- **Work order**
All lines in the records below with the word "bottom" must be returned.

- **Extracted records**
- - - -

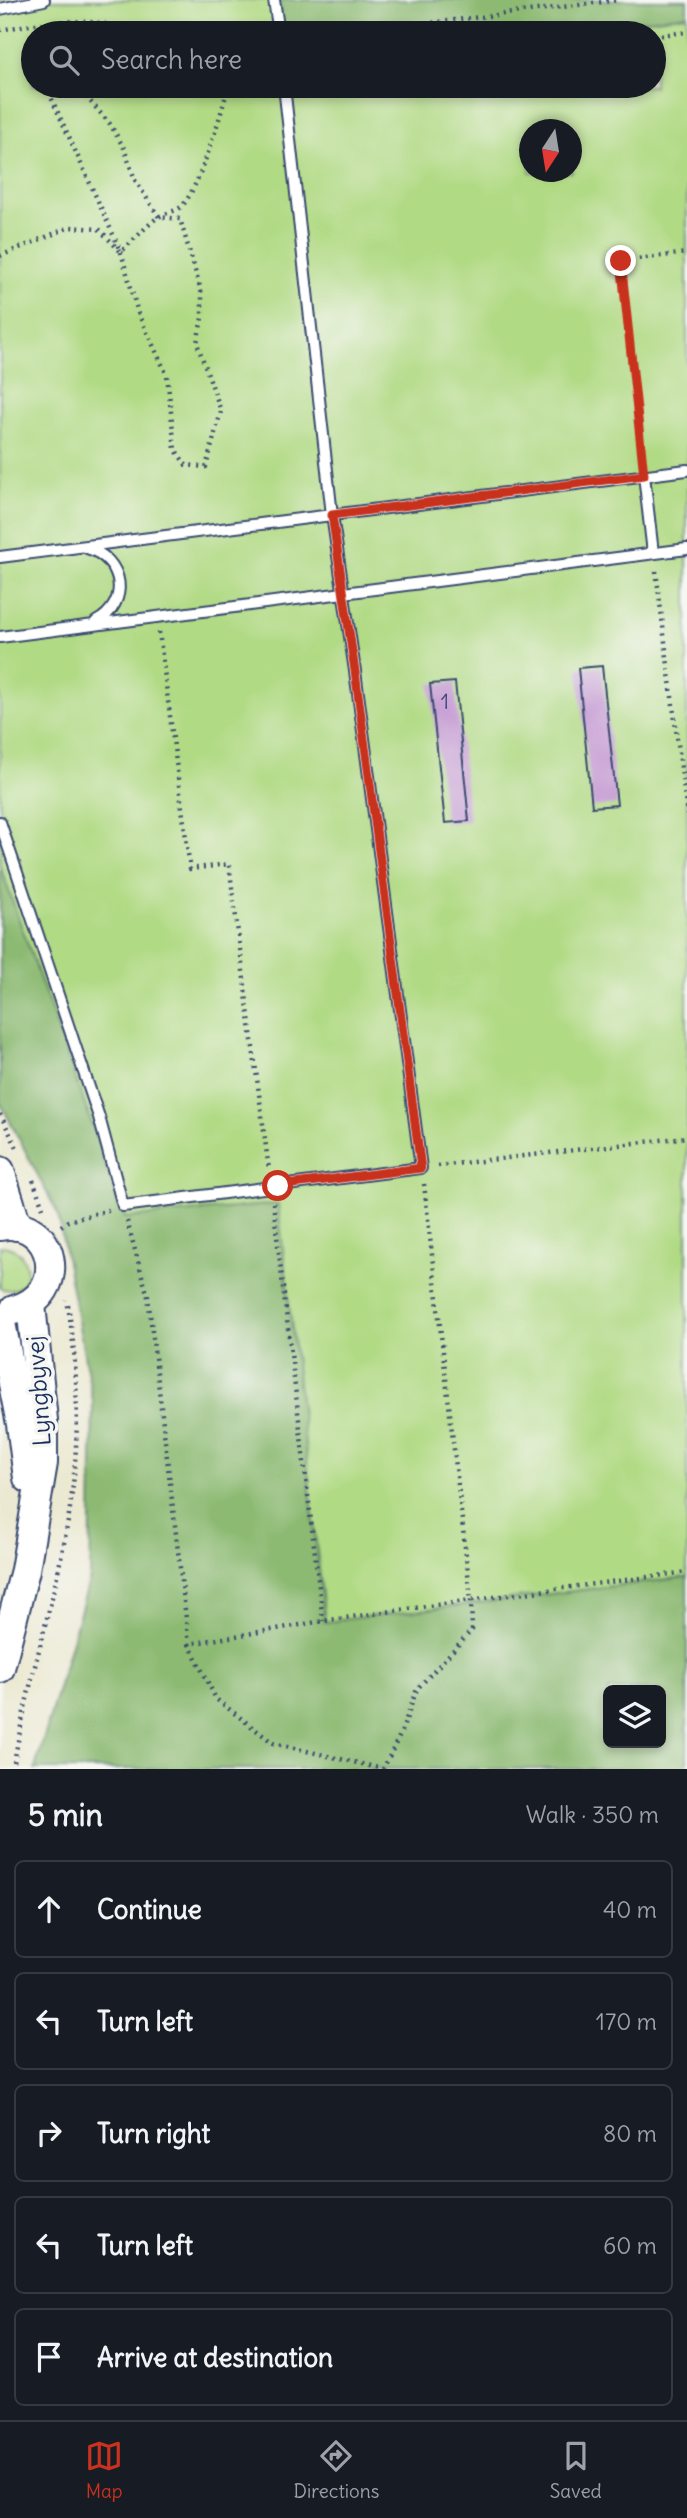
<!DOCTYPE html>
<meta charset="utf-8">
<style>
:root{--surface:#171b24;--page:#242831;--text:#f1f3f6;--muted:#9ea1a6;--line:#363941;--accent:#c8321e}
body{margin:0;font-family:Delius,sans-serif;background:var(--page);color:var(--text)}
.controls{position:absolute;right:21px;bottom:21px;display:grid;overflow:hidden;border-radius:10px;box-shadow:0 4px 10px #0003}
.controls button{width:63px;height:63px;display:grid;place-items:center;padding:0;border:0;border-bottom:2px solid var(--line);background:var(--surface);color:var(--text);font:35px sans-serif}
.compass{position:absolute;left:519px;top:119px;width:63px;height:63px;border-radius:50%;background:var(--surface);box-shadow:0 4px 10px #0003;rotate:192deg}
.stop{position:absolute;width:21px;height:21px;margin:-16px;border:5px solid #c8321e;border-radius:50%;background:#fff}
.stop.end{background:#c8321e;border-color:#fff;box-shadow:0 2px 7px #0008}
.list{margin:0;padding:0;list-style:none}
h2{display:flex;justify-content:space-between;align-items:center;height:91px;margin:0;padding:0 28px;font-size:30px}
h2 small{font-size:23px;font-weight:400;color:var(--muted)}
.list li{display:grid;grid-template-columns:46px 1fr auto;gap:21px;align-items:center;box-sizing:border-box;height:98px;margin:0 14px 14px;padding:0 14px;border:2px solid var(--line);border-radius:10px}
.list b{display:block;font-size:26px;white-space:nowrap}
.list em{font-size:23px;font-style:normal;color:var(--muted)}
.icon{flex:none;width:38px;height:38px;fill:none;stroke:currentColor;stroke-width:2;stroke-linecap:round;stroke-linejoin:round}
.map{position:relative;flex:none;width:687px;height:1769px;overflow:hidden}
.search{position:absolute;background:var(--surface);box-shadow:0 4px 10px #0003;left:21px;right:21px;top:21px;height:77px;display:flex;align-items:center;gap:18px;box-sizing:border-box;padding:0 24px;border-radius:38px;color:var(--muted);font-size:26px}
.sheet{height:651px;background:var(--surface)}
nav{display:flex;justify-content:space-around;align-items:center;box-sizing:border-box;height:98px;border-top:2px solid var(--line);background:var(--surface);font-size:19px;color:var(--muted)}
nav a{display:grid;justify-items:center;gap:4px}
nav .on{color:var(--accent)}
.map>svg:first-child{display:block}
.green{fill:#b1da84;stroke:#668471;stroke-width:2;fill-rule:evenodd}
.forest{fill:#8cba72;stroke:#547468;stroke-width:2;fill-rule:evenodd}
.building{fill:#c092d0}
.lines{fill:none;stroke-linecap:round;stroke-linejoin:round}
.service-casing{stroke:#3a4b6f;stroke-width:14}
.tertiary-casing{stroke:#3a4b6f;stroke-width:32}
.path{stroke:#3a4b6f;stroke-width:4.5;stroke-dasharray:2 5;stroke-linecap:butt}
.service{stroke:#fff;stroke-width:10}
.tertiary{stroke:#fff;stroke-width:28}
.route{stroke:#c8321e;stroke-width:9}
.labels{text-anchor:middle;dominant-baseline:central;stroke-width:7;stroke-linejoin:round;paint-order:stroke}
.number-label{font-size:21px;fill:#44487a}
.street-label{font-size:24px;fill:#1b2f5e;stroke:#f6f6f2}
</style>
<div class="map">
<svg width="687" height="1769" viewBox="0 0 687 1769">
<rect width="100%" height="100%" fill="#f6f6f2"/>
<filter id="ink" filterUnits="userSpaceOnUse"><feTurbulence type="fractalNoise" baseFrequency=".0143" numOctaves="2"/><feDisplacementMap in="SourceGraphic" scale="14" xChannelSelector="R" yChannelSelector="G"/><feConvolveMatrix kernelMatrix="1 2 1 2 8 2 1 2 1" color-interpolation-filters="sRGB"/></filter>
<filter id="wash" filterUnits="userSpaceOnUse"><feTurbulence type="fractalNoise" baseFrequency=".00686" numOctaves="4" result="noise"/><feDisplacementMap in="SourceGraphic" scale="28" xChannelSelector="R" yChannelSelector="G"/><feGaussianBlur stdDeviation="1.57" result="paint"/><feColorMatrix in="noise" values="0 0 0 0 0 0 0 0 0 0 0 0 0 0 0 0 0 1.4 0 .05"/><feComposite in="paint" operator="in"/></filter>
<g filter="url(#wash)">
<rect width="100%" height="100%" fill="#ece9d2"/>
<g class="green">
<path d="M0,0H687V1769H35L90,1578L107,1407L81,1208L0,1091ZM33,33H654V86H33ZM530,130H572V172H530ZM608,1690H661V1743H608Z"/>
<path d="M0,1246C36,1246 35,1301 0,1288Z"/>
</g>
<g class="forest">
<path d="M279,0H687V15L543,33H283Z"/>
<path d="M0,866L125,1218L278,1204L325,1622L687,1577V1769H35L90,1578L93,1402L58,1214L0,1102ZM608,1690H661V1743H608Z"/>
</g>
<g id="blocks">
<g class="building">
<path d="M602,666L617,805L592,807L578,668Z"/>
<path d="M455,682L469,821L445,823L430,684Z"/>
</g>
</g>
</g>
<g filter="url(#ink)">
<use href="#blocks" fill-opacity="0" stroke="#3a4b6f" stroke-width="2"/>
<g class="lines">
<g class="service-casing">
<g id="service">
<path d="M274,0L279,33"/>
<path d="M0,9L44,0"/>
<path d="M644,475L653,553"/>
<path d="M87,548C124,559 131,603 96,622"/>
<path d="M0,557L687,470"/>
<path d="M0,637L687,549"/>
<path d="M0,822L99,1117L123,1206L421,1168L355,671L332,515L284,86"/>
</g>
</g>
<g class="tertiary-casing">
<g id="tertiary">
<path d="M0,1171L17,1226"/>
<path d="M0,1226C55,1216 72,1295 14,1310"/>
<path d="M0,1318L21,1424L28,1478"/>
<path d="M0,1668L25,1570L43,1463V1420L31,1305"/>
</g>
</g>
<g class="path">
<path d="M0,30C42,22 94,14 134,33"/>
<path d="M349,33L619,0"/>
<path d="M654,36L687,32"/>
<path d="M54,86L50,95L121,252L138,313L167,375L175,449L186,465L206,467L221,411L197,343L202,318V294L180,219L159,217L135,180L124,148L110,124L77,86"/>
<path d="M0,256L70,227L99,229L121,252C133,241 144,228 157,218C164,213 175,212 181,207C198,192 223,110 228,86"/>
<path d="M642,459L621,261L687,253"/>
<path d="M656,571L687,815"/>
<path d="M159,632L190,869L229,864L269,1170"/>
<path d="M0,1114L18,1150"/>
<path d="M438,1166L687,1137"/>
<path d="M33,1180L43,1208"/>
<path d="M424,1184L471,1600L687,1572"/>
<path d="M273,1203L323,1621"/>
<path d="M127,1221L148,1297L189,1644L323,1621L471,1600L472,1630L417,1689L401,1733L383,1769"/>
<path d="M61,1226L68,1221L109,1210"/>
<path d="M189,1644L216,1699L273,1743L383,1769"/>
<path d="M13,1769C27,1681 57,1596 70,1508C80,1439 79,1368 67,1300"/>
</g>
<use href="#service" class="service"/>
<use href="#tertiary" class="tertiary"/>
</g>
</g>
<g class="lines" filter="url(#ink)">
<path class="route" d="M278,1186L421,1168L355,671L332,515L644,475L621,261"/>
</g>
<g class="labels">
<g class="number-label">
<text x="445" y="701">1</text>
</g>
<g class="street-label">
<text transform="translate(38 1391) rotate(-94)">Lyngbyvej</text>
</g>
</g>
</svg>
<div class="controls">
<button><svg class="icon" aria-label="layers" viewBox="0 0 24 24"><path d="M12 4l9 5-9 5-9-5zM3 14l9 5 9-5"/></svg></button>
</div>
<svg class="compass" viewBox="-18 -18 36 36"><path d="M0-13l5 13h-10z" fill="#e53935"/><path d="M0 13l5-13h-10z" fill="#9ea1a6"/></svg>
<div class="stop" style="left:278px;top:1186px"></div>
<div class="stop end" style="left:621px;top:261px"></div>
<div class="search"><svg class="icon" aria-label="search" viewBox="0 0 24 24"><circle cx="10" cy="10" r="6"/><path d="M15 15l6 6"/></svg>Search here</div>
</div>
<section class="sheet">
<h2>5 min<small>Walk · 350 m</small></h2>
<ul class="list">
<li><svg class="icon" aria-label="ahead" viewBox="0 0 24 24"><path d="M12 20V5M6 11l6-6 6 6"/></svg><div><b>Continue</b></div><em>40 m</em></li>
<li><svg class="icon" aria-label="left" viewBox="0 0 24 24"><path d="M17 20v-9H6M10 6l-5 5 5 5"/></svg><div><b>Turn left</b></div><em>170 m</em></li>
<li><svg class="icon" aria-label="right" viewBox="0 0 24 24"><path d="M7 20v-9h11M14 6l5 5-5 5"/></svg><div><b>Turn right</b></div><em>80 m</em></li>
<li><svg class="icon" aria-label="left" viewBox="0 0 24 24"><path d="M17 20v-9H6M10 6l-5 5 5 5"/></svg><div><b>Turn left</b></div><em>60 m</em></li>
<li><svg class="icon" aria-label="arrive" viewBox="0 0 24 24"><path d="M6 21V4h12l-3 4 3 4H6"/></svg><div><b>Arrive at destination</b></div></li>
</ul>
</section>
<nav>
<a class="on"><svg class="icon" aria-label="map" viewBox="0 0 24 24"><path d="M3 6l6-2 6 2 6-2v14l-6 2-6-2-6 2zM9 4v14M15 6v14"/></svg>Map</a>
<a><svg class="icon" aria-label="directions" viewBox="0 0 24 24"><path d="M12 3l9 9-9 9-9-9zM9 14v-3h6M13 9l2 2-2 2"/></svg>Directions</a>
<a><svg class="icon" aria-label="saved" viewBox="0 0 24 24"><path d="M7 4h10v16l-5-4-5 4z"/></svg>Saved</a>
</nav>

- - - -

- **Your response**
.controls{position:absolute;right:21px;bottom:21px;display:grid;overflow:hidden;border-radius:10px;box-shadow:0 4px 10px #0003}
.controls button{width:63px;height:63px;display:grid;place-items:center;padding:0;border:0;border-bottom:2px solid var(--line);background:var(--surface);color:var(--text);font:35px sans-serif}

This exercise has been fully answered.